América Latina y la guerra por venir

El portaaviones insignia de la marina estadounidense, el buque USS George Washington, ahora de paso por mar argentino, es un arma destinada a que los países periféricos sigan siéndolo. Festejarlo es padecer un Síndrome de Estocolmo geopolítico.

Para los sudamericanos, la idea de una guerra mundial —una en la que nuestros países puedan estar involucrados— puede sonar a ciencia ficción. Por no haber participado de manera directa en ninguna de los dos grandes enfrentamientos bélicos del siglo XX, Sudamérica es una región en donde aquella posibilidad está mucho menos presente de lo que puede estar en Europa o Estados Unidos. Eso es una buena noticia. Pero viene con un riesgo: dar por supuesto que, aún en el caso de una guerra, los países sudamericanos no se verían afectados de manera directa.

Ese mal aqueja también a las dirigencias políticas, incapacitadas para pensar mas allá del corto plazo y ver más lejos que la punta de su nariz. Con ese punto de partida es imposible tomar decisiones en función de los escenarios que el futuro pueda deparar. Sin hacerlo, nuestros países no son más que juguetes manipulables en manos de las potencias hegemónicas.

Sobre ese horizonte de inconsciencia, las performances guerreristas a las que recurre regularmente el presidente argentino Javier Milei pasan como si se tratara de otra de sus excentricidades, carentes de consecuencias prácticas. No caemos en la cuenta del precio que ya estamos pagando por sus morisquetas en materia geopolítica, en un momento donde el mundo se apresta a una reconfiguración que parirá un nuevo orden.

La Casa Blanca planifica a largo plazo

Para comprender la deriva en curso, conviene colocar los hechos en perspectiva y apuntar que hace más de una década, desde que la secretaria de Estado Hilary Clinton anunció el giro estratégico denominado «pivote en Asia-Pacífico», Estados Unidos comenzó los preparativos para un enfrentamiento militar con China. Esa tercera guerra mundial no es un mero evento futuro: ya comenzó, solo que avanza de a capítulos.
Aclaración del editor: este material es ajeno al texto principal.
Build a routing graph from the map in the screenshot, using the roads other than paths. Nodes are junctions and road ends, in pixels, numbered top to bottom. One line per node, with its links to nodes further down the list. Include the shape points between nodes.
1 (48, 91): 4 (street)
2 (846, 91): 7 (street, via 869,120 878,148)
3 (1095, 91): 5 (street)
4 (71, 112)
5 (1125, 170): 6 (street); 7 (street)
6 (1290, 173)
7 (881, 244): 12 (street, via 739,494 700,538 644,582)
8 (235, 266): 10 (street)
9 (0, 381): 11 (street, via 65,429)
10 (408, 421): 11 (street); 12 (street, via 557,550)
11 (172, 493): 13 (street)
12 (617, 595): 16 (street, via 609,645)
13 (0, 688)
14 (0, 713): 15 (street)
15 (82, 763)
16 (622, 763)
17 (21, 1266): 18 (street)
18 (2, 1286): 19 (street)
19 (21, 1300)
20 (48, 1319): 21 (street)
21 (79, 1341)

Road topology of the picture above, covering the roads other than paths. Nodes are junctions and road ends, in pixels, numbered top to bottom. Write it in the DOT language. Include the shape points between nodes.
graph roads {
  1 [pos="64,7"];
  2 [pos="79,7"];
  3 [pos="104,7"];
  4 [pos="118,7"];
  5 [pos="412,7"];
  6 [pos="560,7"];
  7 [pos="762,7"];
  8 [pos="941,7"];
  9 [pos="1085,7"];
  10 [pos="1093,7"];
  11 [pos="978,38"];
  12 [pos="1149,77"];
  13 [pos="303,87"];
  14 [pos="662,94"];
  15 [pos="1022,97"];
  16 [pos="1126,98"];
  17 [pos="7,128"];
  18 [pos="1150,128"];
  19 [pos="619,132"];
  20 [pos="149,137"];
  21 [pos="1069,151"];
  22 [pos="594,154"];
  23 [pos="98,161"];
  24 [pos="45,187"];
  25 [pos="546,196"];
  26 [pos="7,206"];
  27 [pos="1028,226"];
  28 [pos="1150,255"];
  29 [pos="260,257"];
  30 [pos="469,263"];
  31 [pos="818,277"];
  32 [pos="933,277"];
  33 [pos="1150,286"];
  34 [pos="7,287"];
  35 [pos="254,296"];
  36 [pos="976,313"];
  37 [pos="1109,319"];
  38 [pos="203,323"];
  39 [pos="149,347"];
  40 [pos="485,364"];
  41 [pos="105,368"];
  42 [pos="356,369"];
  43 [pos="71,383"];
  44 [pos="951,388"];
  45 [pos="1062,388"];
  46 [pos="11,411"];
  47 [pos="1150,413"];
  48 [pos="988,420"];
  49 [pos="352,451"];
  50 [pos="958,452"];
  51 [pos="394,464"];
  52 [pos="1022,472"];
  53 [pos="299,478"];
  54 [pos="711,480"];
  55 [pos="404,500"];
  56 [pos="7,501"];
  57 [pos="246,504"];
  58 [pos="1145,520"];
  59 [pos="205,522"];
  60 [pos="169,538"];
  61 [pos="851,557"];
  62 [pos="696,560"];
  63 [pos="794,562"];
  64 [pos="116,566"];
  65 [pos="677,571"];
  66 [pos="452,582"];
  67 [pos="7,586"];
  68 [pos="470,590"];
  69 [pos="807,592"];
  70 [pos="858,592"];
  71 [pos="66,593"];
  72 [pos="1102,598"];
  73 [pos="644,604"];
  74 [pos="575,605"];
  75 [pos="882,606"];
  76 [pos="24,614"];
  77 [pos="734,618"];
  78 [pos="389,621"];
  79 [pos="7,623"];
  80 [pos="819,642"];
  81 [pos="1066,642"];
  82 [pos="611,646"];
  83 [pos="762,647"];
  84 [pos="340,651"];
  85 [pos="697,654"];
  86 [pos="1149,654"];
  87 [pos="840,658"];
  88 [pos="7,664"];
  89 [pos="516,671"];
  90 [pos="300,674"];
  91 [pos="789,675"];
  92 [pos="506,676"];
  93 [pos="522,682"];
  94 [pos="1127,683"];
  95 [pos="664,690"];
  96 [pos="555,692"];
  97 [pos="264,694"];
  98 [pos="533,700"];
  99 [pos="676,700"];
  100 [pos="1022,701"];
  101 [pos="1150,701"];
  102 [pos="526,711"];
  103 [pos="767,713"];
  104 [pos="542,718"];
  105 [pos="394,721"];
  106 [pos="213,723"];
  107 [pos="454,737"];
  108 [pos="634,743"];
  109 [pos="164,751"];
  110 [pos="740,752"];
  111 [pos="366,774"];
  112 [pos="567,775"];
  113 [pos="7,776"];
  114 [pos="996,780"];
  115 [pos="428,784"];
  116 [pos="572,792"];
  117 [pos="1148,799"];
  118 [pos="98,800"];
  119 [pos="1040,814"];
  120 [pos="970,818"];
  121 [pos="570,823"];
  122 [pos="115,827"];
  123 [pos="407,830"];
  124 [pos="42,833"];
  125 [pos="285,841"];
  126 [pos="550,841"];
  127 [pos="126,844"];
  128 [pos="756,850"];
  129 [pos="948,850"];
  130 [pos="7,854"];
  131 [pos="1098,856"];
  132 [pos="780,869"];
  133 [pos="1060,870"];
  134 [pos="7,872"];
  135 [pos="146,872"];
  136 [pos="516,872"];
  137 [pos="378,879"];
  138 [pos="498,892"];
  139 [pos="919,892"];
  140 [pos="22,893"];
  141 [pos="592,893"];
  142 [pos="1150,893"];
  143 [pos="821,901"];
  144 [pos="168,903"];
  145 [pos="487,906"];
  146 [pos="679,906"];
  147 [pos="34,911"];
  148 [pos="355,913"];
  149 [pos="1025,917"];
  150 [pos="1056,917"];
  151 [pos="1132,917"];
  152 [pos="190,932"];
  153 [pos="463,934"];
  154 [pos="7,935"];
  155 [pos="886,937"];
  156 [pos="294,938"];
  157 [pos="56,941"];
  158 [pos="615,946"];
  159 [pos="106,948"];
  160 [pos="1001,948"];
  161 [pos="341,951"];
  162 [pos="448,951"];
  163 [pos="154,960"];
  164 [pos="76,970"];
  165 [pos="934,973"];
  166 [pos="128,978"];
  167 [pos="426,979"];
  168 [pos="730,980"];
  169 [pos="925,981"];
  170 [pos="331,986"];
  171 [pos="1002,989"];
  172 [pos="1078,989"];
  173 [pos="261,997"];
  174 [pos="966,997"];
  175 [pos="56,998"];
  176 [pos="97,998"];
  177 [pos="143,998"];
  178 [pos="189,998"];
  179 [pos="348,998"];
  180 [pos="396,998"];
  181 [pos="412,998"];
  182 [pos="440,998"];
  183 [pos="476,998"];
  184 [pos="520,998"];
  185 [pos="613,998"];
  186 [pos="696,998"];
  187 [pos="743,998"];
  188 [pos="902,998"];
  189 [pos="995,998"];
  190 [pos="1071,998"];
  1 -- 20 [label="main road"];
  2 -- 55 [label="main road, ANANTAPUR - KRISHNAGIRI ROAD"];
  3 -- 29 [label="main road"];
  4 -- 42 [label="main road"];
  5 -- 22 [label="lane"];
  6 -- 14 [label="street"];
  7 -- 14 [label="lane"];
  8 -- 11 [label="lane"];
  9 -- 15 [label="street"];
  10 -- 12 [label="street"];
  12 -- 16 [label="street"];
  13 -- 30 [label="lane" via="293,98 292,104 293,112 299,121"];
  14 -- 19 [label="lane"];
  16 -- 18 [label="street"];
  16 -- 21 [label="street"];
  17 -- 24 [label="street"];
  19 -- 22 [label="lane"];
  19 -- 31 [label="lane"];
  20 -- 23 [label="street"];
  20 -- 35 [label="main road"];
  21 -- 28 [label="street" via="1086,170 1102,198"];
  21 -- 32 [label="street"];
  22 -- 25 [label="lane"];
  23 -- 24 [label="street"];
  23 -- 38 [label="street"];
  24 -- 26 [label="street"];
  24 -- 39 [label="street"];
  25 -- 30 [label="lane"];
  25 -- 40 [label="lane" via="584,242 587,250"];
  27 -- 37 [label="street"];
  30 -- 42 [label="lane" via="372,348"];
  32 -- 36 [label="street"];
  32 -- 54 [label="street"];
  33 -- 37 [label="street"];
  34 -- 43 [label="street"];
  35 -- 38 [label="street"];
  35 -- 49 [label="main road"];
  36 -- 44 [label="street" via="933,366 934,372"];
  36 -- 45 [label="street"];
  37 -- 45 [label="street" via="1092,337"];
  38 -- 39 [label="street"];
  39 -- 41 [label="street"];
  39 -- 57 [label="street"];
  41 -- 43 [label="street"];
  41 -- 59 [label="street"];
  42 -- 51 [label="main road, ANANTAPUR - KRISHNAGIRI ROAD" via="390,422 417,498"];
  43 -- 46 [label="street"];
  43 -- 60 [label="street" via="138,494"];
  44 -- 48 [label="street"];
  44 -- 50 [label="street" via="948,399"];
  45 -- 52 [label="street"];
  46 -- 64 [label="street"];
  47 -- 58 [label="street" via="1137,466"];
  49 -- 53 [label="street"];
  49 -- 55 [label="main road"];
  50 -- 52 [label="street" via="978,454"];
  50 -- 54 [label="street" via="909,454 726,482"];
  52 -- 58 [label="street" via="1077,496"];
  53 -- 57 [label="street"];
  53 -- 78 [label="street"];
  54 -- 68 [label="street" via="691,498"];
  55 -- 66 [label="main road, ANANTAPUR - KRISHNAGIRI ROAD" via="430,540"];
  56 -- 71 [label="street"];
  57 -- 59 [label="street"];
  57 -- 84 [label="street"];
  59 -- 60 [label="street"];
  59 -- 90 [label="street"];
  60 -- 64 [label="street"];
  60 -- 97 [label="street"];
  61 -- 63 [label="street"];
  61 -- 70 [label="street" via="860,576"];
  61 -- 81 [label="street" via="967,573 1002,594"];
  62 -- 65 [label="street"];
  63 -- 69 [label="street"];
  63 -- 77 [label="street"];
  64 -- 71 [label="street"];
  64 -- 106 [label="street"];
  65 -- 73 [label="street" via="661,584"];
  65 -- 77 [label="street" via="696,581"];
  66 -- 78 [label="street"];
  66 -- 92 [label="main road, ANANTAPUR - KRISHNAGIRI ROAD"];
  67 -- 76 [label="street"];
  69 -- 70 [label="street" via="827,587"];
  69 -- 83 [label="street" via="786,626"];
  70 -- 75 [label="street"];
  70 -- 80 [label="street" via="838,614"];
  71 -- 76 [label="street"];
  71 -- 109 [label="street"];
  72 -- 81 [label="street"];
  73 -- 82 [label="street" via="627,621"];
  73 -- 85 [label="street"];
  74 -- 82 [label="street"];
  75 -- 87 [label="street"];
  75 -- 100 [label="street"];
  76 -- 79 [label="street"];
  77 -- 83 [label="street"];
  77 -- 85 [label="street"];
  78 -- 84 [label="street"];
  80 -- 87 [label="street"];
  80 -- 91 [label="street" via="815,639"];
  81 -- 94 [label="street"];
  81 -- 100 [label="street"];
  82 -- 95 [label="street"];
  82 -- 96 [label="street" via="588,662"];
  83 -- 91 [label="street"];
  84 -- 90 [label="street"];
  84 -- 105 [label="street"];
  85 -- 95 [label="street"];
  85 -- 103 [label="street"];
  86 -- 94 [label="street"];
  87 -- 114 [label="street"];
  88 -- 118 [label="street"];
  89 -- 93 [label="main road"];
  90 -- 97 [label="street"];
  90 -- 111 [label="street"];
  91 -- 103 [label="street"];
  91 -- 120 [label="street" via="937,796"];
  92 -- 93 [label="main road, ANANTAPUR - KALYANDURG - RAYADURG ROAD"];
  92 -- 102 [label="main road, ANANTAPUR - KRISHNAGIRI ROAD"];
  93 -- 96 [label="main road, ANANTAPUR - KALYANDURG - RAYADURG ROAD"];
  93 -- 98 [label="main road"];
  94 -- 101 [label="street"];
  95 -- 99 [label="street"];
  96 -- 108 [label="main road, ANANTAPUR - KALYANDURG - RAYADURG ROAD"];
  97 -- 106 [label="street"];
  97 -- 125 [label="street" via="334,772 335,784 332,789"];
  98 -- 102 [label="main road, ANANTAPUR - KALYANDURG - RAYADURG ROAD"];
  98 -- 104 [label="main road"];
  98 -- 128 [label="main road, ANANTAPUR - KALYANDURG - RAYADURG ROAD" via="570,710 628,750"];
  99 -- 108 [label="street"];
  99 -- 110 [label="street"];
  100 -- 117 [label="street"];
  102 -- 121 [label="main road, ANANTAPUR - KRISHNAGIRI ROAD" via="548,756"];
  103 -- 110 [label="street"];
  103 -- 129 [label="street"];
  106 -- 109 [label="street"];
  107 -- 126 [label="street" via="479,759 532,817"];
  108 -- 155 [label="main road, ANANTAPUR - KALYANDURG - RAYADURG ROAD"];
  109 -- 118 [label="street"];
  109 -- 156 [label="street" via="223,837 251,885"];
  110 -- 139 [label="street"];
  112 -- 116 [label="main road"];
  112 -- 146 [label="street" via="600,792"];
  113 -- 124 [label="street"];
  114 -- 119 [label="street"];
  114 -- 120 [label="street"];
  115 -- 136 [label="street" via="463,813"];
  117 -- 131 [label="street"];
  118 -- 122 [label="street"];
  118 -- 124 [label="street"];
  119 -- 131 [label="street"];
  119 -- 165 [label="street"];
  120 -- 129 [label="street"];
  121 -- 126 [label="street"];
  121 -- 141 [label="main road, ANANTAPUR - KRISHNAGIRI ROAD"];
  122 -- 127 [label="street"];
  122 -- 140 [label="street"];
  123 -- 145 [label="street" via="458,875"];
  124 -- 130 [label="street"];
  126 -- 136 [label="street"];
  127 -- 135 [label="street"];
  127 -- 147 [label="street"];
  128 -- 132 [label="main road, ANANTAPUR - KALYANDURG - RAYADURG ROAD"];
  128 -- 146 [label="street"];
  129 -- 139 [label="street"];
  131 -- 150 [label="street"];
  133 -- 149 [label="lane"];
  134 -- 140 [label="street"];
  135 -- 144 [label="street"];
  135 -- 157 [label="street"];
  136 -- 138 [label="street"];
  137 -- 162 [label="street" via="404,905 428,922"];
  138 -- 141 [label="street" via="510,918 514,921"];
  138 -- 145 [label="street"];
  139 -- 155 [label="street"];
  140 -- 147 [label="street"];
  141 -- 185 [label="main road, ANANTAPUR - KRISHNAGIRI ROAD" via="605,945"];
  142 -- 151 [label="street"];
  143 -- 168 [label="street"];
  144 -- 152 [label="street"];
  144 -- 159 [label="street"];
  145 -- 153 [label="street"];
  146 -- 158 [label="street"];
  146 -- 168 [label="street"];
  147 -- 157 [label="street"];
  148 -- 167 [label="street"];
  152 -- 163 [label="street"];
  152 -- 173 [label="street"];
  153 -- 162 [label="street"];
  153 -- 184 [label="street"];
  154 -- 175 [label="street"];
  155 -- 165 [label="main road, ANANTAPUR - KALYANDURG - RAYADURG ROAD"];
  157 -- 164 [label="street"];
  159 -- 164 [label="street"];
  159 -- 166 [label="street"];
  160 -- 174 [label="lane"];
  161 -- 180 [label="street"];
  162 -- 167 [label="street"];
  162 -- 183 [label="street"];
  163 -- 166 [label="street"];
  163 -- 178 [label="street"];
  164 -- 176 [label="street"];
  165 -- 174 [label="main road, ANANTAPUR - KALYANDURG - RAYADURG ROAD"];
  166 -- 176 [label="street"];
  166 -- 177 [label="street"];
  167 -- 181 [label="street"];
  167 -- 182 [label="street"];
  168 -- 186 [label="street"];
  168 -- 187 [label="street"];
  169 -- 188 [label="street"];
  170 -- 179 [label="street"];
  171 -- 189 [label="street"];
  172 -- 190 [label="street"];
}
Hay abiertos dos frentes principales, Rusia y Ucrania (con toda la OTAN detrás) y, por el otro, Israel —también con la OTAN, por supuesto— contra el pueblo palestino, pero atacando además objetivos en Líbano, Siria, Irak, Yemen e Irán.

África se encuentra atravesada por decenas de conflictos armados en los que las precondiciones locales que las permiten se superponen con la intervención geopolítica de las potencias. Los países de la región del Sahel son escenario de una guerra proxy en la que Rusia se está enfrentando de manera indirecta a Francia y Estados Unidos. En la última década, la presencia francesa viene retrocediendo en esa región. El último capítulo fue Níger, un país que abastece del 18% del uranio que utilizan sus 56 reactores nucleares, según France 24. En abril pasado, Estados Unidos confirmó que retirará su presencia militar, mientras Rusia presta asistencia armamentística al gobierno de facto. Tenemos además conflictos militares en Burkina Faso, Somalia, Sudán, Etiopía, Nigeria, Chad, Mauritania, Senegal y la lista sigue.

En Asia hay enfrentamientos armados en Myanmar, Yemen y Siria. En ese continente se encuentra el que puede ser el punto clave del porvenir: el estrecho de Taiwán, en donde si bien no hay un enfrentamiento militar directo, Estados Unidos echa leña periódicamente para mantener vivo el fuego. Ese avispero será el que moverá el Pentágono en el momento en que esté interesado en escalar la confrontación. Mantenerlo tibio es parte de esa estrategia.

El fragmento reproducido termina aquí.